» TO DO
Check every line of the data below for the word "Main" and say how many have it, without further comment.

[Stored data entries]
- Opening Delimiter -
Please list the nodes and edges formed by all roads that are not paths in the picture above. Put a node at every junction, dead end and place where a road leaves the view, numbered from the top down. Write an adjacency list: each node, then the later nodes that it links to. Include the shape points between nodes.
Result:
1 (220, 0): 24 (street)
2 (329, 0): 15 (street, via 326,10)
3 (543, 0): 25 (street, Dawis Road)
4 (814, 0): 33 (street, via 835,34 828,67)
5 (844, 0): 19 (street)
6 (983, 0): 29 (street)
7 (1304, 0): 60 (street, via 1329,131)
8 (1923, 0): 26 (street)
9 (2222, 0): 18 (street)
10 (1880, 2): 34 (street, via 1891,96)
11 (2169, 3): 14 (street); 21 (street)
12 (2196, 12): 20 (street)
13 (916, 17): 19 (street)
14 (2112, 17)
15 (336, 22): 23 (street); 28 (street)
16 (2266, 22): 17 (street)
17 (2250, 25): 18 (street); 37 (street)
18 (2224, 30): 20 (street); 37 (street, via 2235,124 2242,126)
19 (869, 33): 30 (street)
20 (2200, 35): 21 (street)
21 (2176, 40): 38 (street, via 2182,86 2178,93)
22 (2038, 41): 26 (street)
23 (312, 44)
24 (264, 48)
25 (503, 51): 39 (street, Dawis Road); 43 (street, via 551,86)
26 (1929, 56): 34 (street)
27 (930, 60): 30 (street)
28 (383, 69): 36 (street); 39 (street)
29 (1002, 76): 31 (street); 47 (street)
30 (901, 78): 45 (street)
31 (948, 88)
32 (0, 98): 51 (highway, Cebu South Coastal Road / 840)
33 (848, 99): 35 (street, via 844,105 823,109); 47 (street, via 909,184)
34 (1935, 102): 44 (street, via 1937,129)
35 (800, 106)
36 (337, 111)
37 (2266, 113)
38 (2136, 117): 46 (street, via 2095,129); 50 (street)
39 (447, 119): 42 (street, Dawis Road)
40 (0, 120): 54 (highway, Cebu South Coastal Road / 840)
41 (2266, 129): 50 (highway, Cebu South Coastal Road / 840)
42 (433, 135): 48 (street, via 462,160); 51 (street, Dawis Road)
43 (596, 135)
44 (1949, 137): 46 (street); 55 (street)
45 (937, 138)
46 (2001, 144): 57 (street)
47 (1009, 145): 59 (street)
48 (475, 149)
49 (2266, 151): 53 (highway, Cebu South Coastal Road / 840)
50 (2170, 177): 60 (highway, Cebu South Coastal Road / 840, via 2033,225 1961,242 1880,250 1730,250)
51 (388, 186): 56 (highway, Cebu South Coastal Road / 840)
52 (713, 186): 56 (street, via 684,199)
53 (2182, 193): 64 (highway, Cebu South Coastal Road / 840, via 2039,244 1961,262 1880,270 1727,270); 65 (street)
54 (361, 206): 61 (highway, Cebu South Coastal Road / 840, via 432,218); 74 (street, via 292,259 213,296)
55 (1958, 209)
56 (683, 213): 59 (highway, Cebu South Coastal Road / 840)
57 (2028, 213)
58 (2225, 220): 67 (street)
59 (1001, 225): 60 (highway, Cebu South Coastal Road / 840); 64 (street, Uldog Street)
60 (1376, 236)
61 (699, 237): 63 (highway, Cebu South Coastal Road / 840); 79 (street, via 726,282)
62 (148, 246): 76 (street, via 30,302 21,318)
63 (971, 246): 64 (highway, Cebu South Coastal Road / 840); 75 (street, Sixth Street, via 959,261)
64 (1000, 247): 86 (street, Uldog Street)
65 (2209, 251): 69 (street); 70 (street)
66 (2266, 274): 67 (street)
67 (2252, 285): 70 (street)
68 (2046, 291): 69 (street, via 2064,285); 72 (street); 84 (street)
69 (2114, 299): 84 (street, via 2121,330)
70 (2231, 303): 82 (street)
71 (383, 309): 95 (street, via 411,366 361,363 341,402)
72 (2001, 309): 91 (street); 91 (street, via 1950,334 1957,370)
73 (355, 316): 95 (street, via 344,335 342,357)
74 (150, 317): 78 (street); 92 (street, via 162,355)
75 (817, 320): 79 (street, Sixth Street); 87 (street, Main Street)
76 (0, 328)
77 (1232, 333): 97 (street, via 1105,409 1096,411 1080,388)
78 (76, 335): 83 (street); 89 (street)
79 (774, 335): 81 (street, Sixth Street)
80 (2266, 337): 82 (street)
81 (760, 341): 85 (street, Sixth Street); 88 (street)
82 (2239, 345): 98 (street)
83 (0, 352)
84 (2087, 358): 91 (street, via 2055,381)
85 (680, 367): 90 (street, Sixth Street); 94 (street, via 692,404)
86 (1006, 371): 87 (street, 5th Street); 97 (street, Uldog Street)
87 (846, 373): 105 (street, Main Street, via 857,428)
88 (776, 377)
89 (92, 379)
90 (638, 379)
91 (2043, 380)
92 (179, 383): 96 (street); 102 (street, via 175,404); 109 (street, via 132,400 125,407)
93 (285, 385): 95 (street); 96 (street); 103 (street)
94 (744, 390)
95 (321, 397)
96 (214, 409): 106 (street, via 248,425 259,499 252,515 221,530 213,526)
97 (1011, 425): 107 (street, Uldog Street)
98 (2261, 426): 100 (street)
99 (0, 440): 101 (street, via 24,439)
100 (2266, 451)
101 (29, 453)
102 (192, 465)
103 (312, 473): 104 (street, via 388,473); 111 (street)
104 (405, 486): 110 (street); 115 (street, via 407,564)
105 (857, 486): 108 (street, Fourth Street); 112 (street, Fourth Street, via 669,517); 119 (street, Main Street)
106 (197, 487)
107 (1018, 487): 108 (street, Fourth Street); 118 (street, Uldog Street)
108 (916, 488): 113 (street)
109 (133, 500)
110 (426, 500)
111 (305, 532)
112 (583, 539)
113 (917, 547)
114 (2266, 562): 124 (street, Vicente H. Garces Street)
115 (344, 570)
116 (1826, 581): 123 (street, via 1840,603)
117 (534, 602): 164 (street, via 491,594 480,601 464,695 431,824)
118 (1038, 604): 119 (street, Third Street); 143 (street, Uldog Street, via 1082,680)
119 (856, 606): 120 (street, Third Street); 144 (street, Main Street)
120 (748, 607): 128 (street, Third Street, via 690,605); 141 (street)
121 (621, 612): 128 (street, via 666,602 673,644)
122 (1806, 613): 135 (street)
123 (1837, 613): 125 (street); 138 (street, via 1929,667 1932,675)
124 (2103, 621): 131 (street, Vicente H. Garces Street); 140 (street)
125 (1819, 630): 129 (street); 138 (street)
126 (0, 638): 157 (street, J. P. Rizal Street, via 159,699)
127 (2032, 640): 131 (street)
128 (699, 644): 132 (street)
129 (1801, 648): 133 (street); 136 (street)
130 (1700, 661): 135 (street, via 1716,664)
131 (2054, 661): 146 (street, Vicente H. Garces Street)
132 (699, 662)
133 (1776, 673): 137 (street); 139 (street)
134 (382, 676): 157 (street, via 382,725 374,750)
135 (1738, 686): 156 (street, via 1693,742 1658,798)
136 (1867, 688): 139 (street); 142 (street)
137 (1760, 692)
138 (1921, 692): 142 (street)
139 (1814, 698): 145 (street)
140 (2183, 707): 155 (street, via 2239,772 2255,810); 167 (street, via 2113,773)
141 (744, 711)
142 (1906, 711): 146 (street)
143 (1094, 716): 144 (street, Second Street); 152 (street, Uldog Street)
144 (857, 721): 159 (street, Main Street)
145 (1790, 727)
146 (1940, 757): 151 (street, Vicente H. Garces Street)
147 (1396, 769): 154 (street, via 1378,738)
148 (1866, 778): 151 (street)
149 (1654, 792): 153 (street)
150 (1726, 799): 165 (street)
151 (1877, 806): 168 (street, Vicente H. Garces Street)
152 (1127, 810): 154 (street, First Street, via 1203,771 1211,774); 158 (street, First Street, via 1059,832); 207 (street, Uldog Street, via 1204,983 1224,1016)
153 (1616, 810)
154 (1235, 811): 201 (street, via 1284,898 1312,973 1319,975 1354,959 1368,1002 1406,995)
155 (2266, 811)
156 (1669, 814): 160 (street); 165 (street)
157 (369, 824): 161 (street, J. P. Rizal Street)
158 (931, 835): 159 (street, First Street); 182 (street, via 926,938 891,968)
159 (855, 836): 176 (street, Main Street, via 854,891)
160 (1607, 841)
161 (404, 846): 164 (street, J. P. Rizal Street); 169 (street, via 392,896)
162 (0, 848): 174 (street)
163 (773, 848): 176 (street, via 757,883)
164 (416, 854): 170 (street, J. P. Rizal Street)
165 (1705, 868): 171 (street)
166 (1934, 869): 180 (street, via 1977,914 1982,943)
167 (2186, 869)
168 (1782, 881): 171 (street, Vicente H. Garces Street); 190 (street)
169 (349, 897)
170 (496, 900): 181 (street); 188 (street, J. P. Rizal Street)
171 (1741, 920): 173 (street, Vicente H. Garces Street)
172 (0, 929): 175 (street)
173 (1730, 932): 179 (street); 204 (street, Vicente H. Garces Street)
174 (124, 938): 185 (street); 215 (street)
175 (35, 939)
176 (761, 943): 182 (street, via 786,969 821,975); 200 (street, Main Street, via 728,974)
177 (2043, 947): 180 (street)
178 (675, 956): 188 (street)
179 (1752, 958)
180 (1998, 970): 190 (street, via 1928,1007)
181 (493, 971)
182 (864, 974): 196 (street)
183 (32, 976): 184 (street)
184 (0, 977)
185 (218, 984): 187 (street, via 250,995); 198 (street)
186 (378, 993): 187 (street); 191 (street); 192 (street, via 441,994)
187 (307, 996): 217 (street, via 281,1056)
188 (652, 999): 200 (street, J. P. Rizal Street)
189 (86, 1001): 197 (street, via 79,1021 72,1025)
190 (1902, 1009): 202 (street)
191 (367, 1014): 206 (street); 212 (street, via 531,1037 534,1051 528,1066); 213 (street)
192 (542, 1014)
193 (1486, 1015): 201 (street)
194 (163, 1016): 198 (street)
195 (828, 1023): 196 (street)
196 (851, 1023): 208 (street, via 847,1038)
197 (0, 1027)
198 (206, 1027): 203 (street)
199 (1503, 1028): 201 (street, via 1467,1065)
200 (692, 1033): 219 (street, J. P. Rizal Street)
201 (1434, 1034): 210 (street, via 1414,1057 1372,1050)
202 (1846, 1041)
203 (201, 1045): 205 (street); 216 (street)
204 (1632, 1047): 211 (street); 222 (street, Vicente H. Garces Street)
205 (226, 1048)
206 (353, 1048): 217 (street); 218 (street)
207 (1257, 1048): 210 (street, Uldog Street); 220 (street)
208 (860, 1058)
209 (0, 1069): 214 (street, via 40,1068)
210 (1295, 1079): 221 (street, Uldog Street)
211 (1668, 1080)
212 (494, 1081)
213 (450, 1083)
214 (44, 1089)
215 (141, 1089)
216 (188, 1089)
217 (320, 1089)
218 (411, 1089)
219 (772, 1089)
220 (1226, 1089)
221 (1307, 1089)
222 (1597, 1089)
- Closing Delimiter -
» RESPONSE
7